◆ **EXERCISE**: In the material below, identify each line bearing the word "Likelike". Reproduce those lines.

◆ **RECORDS TO USE**:

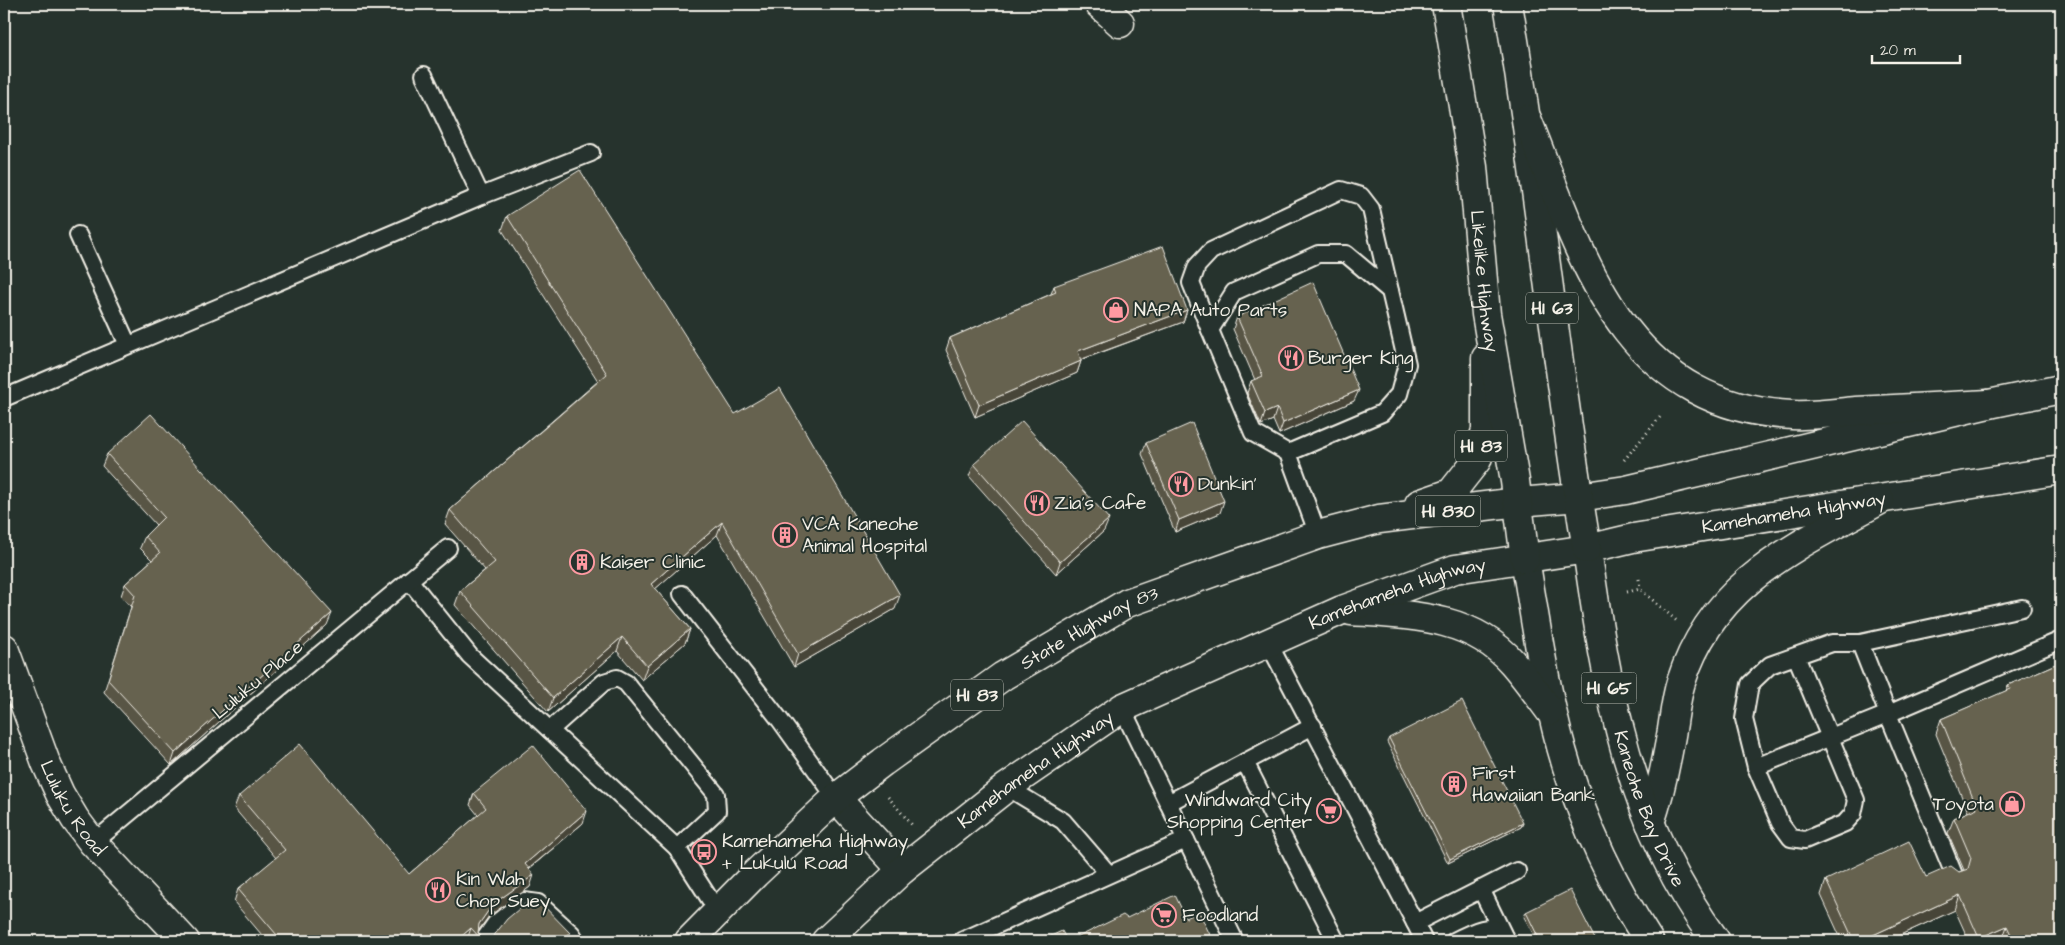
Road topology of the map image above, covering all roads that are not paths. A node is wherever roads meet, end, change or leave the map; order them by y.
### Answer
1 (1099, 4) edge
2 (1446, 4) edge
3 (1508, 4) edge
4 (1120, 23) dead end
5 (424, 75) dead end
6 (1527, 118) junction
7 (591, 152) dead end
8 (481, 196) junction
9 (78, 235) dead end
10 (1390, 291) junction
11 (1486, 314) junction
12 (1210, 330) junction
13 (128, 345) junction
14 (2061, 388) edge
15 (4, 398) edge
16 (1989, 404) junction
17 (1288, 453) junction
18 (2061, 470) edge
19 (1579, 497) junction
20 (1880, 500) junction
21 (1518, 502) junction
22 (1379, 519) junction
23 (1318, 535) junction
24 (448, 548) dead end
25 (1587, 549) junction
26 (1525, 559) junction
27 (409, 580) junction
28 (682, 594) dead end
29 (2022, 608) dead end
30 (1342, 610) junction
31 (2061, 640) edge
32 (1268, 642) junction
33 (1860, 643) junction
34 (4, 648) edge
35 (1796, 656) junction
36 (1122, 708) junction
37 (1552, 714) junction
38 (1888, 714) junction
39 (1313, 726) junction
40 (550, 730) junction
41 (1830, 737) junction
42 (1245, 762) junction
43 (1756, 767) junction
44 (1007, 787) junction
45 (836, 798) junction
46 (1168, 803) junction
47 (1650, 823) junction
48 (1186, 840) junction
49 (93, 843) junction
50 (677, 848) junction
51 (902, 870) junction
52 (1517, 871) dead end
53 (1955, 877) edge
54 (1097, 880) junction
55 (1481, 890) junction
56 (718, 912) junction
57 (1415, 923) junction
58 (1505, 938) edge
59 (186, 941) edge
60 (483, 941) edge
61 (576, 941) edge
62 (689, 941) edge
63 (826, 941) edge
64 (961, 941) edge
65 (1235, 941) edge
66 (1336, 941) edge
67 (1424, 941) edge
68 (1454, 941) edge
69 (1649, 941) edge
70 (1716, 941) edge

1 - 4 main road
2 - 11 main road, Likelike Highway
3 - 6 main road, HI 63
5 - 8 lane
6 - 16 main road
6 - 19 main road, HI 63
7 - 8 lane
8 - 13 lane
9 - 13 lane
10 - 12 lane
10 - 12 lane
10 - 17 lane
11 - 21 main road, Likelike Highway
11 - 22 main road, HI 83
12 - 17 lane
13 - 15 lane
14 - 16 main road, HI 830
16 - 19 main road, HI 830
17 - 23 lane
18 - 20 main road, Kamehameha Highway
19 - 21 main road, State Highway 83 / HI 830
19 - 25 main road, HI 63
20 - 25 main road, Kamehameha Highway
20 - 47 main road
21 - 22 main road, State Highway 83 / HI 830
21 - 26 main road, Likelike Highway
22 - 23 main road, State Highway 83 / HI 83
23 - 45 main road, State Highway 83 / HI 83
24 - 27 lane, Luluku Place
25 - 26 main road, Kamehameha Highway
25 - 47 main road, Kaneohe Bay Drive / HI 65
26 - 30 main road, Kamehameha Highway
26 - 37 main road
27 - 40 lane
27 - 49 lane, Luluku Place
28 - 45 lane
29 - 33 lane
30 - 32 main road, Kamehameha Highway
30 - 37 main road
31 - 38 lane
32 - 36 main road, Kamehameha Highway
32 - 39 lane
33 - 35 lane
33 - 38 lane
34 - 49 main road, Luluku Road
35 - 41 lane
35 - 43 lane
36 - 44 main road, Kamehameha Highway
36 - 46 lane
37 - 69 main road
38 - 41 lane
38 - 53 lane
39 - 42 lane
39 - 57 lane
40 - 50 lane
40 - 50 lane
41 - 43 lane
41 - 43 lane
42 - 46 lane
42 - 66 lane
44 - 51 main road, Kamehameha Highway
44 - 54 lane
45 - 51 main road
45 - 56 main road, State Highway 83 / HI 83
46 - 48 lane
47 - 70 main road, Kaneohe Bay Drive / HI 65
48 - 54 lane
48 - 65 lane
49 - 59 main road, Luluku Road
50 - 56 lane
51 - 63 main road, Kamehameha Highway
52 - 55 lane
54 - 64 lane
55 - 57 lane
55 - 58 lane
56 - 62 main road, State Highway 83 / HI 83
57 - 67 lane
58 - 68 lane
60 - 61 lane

◆ **RESULT FOR THIS EXERCISE**:
2 - 11 main road, Likelike Highway
11 - 21 main road, Likelike Highway
21 - 26 main road, Likelike Highway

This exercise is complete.